Wszystko to razem byłoby nawet dość zabawne, gdyby nie fakt, że w ten sposób niszczy się nie tylko wolność badań naukowych, ale także uniemożliwia obronę (realną, a nie tylko werbalną) dobra dzieci poczętych metodą in vitro. Ta pierwsza nie jest bowiem możliwa, gdy zamiast kwestionowania wyników badań formułuje się zarzuty ideologiczne, posądzając przeciwników in vitro o faszyzm, eugenikę czy nienawiść do dzieci. Tymczasem nie jest wrogością ostrzeganie kolejnych potencjalnych rodziców, na co mogą narazić swoje potomstwo, tak jak nie było wrogością wobec chorych psychicznie ostrzeganie, że lobotomia (kiedyś w psychiatrii niezwykle popularny środek leczenia wszystkiego) jest niezwykle niebezpieczna.

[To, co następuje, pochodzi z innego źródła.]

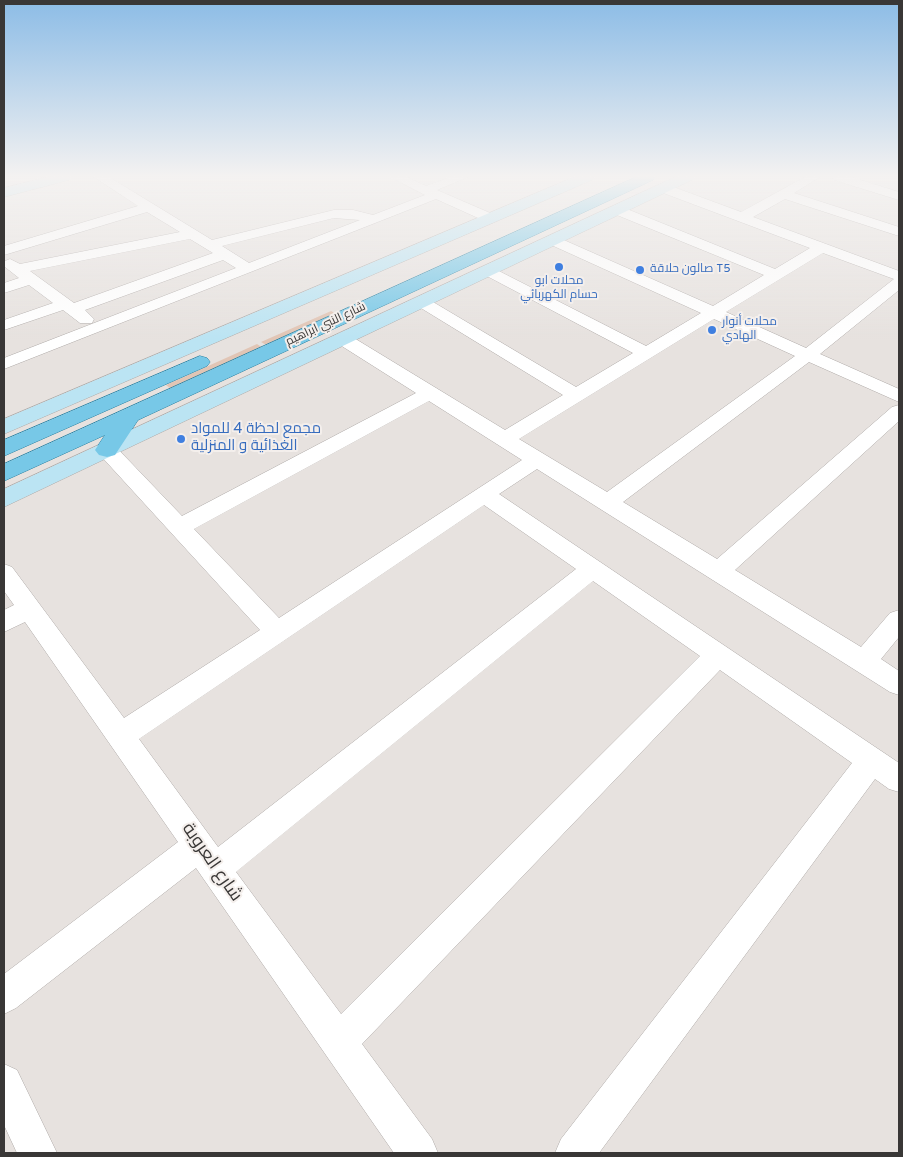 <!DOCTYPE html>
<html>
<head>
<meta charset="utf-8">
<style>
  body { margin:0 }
  #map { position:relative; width:903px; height:1157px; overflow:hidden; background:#e7e2df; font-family:Overpass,sans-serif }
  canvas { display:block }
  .frame { position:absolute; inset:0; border:5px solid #393736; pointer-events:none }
</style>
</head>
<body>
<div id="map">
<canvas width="903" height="1157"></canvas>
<div class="frame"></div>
</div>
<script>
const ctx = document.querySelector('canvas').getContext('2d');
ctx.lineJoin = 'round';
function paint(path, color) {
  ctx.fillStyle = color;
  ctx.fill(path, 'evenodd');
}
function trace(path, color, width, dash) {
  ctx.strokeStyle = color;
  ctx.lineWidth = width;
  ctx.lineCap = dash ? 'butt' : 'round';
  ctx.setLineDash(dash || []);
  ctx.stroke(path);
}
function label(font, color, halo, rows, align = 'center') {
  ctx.font = font + ' Overpass,Cairo,sans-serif';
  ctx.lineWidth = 4;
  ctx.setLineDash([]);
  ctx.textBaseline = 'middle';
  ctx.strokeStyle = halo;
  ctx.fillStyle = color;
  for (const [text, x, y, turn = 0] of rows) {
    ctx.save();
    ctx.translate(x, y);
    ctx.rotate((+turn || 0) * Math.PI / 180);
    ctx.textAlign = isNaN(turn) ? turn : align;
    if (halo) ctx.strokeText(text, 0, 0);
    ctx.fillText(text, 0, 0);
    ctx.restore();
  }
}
const green = new Path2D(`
  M 331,311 L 339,315 L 268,346 L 261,342 Z
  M 257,344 L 263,348 L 172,390 L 166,385 Z`);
const street = new Path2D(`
  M 94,177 L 109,177 L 212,240 L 334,210 L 353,210 L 373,215 L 425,195 L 390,177 L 407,177 L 426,186 L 450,177 L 468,177 L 437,190 L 497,216 L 499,219 L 492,223 L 487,222 L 436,199 L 4,369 L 4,358 L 236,268 L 223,260 L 85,310 L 94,319 L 92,323 L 80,323 L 63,310 L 4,330 L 4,320 L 53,303 L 29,285 L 4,293 L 4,283 L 19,278 L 5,267 L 5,261 L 10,259 L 20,264 L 180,232 L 147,212 L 4,255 L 4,246 L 138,206 ZM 334,218 L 360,220 L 249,263 L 222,246 ZM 190,239 L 213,253 L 74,303 L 30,271 Z
  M 805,177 L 820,177 L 794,193 L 899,227 L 899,236 L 785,199 L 753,217 L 899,271 L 899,290 L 820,354 L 899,389 L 899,402 L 809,362 L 623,502 L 717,559 L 892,407 L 899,405 L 899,421 L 735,570 L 861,647 L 890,613 L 899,610 L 899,637 L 881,659 L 899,671 L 899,695 L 890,692 L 537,469 L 499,494 L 899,763 L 899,792 L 889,789 L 875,779 L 599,1153 L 555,1153 L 561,1139 L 852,763 L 720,670 L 362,1044 L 432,1139 L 438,1153 L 394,1153 L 196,868 L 16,1008 L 4,1014 L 4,974 L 178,842 L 25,622 L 4,632 L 4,610 L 14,605 L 4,591 L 4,564 L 12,567 L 124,718 L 260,630 L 100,455 L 97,450 L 100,445 L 107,444 L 114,445 L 182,516 L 416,393 L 337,343 L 334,339 L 337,335 L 349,335 L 505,430 L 563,395 L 416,305 L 414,302 L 416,299 L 428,299 L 576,387 L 633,353 L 483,274 L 480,271 L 483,268 L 493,268 L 646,346 L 701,313 L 547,243 L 545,240 L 547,237 L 557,237 L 713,306 L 764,275 L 612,213 L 610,210 L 612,207 L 622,207 L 775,269 L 810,248 L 658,191 L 657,188 L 658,185 L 668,185 L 741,212 ZM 823,253 L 894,279 L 806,348 L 726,312 ZM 714,319 L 795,356 L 607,492 L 519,439 ZM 429,401 L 522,460 L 279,618 L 194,529 ZM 484,505 L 576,569 L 218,847 L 139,739 ZM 593,581 L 700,656 L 341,1014 L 236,872 Z
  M 832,177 L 851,177 L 899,192 L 899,200 L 834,180 Z
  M 4,1064 L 17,1070 L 57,1153 L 17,1153 L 4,1125 Z`);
const secondary = new Path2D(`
  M 47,177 L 71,177 L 69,180 L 4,197 L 4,188 Z
  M 574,177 L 594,177 L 592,180 L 4,434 L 4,419 Z
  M 675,177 L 694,177 L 692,180 L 4,507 L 4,489 Z`);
const primary = new Path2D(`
  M 636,177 L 655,177 L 653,180 L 138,420 L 115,455 L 107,457 L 99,455 L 95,450 L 105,435 L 4,481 L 4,464 Z
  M 200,356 L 207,358 L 210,362 L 207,366 L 4,456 L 4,440 Z`);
const markers = [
  [559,267,5,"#3f7fe0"],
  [640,270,5,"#3f7fe0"],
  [712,330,5,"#3f7fe0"],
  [181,439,5,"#3f7fe0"]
];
const farShopnames = [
  ["صالون حلاقة T5",650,270],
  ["محلات ابو",559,282,"center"],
  ["حسام الكهربائي",559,296,"center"],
  ["محلات أنوار",722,323],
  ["الهادي",722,337]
];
const farStreetnames = [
  ["شارع النبي ابراهيم",326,325,-25]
];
const shopNames = [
  ["مجمع لحظة 4 للمواد",191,430],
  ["الغذائية و المنزلية",191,447]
];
const nearStreetnames = [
  ["شارع العروبة",211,863,55]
];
paint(green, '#e1c5b5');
trace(street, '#aea9a7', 1);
trace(secondary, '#aea9a7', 1);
trace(primary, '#277e9f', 1);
paint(street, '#fff');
paint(secondary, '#bbe4f3');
paint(primary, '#77c8e7');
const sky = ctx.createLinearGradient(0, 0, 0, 339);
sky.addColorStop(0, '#8cbce6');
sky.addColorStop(0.52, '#f4f2f1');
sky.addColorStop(1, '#f4f2f100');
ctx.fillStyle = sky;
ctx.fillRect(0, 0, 903, 339);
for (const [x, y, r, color] of markers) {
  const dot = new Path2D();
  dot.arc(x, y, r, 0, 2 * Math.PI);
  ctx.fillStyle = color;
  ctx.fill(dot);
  trace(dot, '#f4efec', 2);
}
label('12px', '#366cbe', '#f4efec', farShopnames, 'left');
label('12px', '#393736', '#f4efec', farStreetnames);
label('15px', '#366cbe', '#f4efec', shopNames, 'left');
label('18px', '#393736', '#f4efec', nearStreetnames);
</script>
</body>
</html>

Ale ta histeria ma jedną zaletę. Pokazuje ona, nie pozostawiając najmniejszych wątpliwości, że w całej tej debacie nie chodzi o prawdę czy dobro dzieci (gdyby chodziło o nie, dyskutowano by o wadach, a nie zakrzykiwano prawdę o nich), lecz o gigantyczne pieniądze, jakie na każdym poczętym (ale i każdym, którego poczęcie się nie udało) dziecku zarabia przemysł zapłodnienia in vitro. Wolność badań, prawda o zapłodnieniu pozaustrojowym, życie dzieci przechowywanych w tej chwili w beczkach z ciekłym azotem czy nawet dobro i zdrowie dzieci już poczętych i urodzonych nie mają znaczenia, gdy idzie o pieniądze. Histeria wokół ks. Longchamps de Bériera jest na to znakomitym dowodem.